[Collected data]
*** Begin section ***

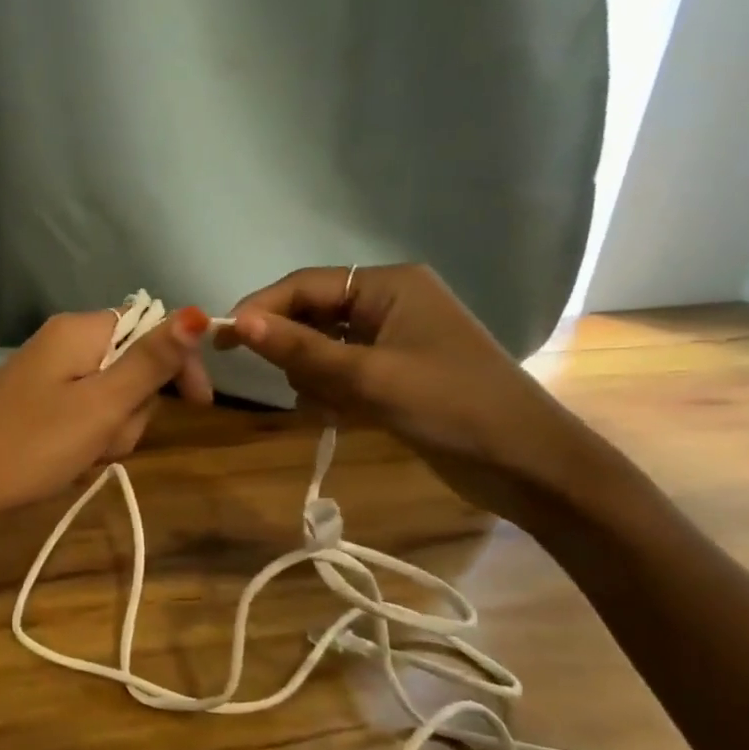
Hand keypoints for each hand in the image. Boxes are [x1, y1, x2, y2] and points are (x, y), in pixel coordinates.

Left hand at [0, 307, 211, 551]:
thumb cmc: (35, 444)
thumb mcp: (103, 405)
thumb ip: (151, 361)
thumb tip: (198, 312)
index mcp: (79, 330)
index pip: (151, 328)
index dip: (179, 364)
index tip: (198, 406)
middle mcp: (63, 341)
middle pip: (132, 366)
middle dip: (133, 410)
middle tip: (106, 439)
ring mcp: (47, 372)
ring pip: (110, 396)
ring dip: (110, 430)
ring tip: (84, 454)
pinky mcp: (36, 401)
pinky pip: (82, 412)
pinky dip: (87, 437)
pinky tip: (69, 459)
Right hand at [215, 265, 610, 524]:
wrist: (526, 464)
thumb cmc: (450, 406)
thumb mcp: (368, 377)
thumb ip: (300, 350)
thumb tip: (236, 322)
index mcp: (389, 286)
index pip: (305, 285)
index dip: (261, 309)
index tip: (222, 340)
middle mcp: (388, 304)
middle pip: (312, 315)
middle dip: (295, 351)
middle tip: (294, 386)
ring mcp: (392, 340)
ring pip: (321, 349)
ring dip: (314, 378)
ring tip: (333, 407)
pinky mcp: (394, 373)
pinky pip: (340, 372)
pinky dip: (331, 393)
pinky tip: (342, 416)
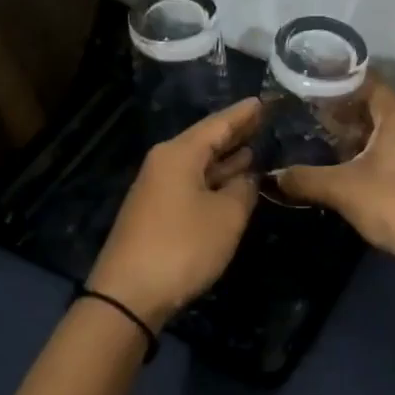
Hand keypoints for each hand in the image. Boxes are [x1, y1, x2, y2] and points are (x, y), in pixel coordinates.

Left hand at [87, 99, 262, 328]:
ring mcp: (158, 188)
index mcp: (179, 154)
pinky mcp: (156, 212)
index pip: (218, 124)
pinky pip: (191, 184)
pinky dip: (214, 179)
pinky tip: (232, 182)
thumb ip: (244, 190)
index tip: (264, 100)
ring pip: (198, 164)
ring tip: (254, 148)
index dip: (243, 114)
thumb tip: (248, 178)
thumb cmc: (183, 246)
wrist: (129, 294)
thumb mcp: (227, 216)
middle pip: (205, 141)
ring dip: (225, 159)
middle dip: (235, 133)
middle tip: (264, 121)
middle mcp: (165, 163)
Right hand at [275, 79, 394, 267]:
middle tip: (299, 115)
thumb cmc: (394, 203)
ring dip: (346, 133)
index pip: (362, 80)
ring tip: (310, 138)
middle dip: (334, 110)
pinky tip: (337, 164)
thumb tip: (273, 176)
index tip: (301, 88)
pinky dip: (361, 150)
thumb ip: (304, 178)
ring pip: (376, 127)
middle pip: (368, 103)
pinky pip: (384, 146)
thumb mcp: (342, 189)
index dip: (330, 83)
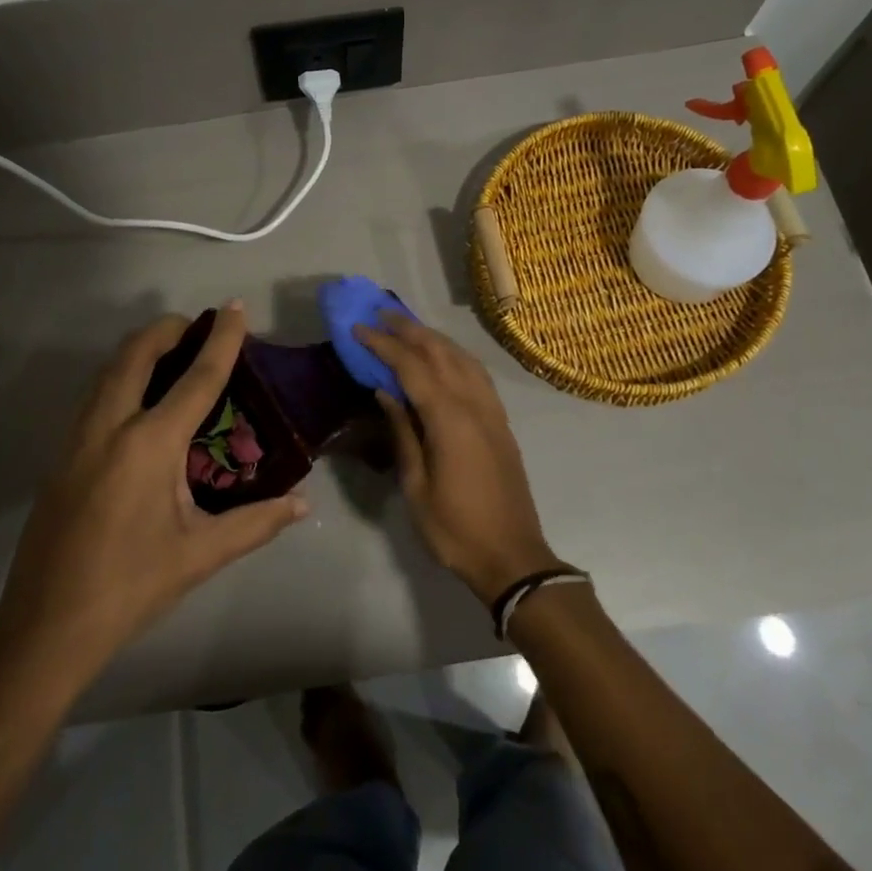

*** End section ***

§ About this task: Every record must be copied exactly, with the pictures left out.

§ Answer section:
Hand keypoints for each hand in the image. Boxes are [x1, y1, x2, y2] and points are (x, y), in pixel coordinates.

Left hand at [0, 307, 211, 551]:
thumb cmc: (35, 444)
thumb mcp: (103, 405)
thumb ip: (151, 361)
thumb tip: (198, 312)
index mcp: (79, 330)
index pip: (151, 328)
index dip: (179, 364)
index tip: (198, 406)
middle mcp: (63, 341)
middle pip: (132, 366)
middle dip: (133, 410)
middle tip: (106, 439)
ring mcp: (47, 372)
ring pip: (110, 396)
ring dip: (110, 430)
ring tip: (84, 454)
pinky mcp: (36, 401)
pinky pip: (82, 412)
pinky dip: (87, 437)
pinky tip: (69, 459)
Right hand at [215, 265, 610, 524]:
wrist: (526, 464)
thumb cmc: (450, 406)
thumb mcp: (368, 377)
thumb ip: (300, 350)
thumb tip: (236, 322)
index mcp: (389, 286)
index pip: (305, 285)
index dip: (261, 309)
index tip: (222, 340)
middle mcp: (388, 304)
middle pip: (312, 315)
middle dip: (295, 351)
middle tip: (294, 386)
ring mcp: (392, 340)
ring pip: (321, 349)
ring dip: (314, 378)
ring tip: (333, 407)
pinky mcp: (394, 373)
pinky pip: (340, 372)
pinky dip: (331, 393)
pinky tip: (342, 416)
Hand keypoints for each hand in the image. Boxes are [x1, y1, x2, y2] and points are (x, y), in pixel coordinates.

Left hand at [87, 99, 262, 328]:
ring mcp: (158, 188)
index mcp: (179, 154)
pinky mcp: (156, 212)
index pip: (218, 124)
pinky pip: (191, 184)
pinky dip: (214, 179)
pinky tip: (232, 182)
thumb ip: (244, 190)
index tip: (264, 100)
ring pip: (198, 164)
ring tip: (254, 148)
index dip: (243, 114)
thumb tip: (248, 178)
thumb cmc: (183, 246)
wrist: (129, 294)
thumb mcp: (227, 216)
middle pip: (205, 141)
ring dip: (225, 159)
middle dip: (235, 133)
middle tip: (264, 121)
middle mcp: (165, 163)
Right hand at [275, 79, 394, 267]:
middle tip: (299, 115)
thumb cmc: (394, 203)
ring dip: (346, 133)
index pip: (362, 80)
ring tip: (310, 138)
middle dip: (334, 110)
pinky tip: (337, 164)
thumb tip: (273, 176)
index tip: (301, 88)
pinky dip: (361, 150)
thumb ip: (304, 178)
ring pip: (376, 127)
middle pip: (368, 103)
pinky pip: (384, 146)
thumb mcp: (342, 189)
index dip: (330, 83)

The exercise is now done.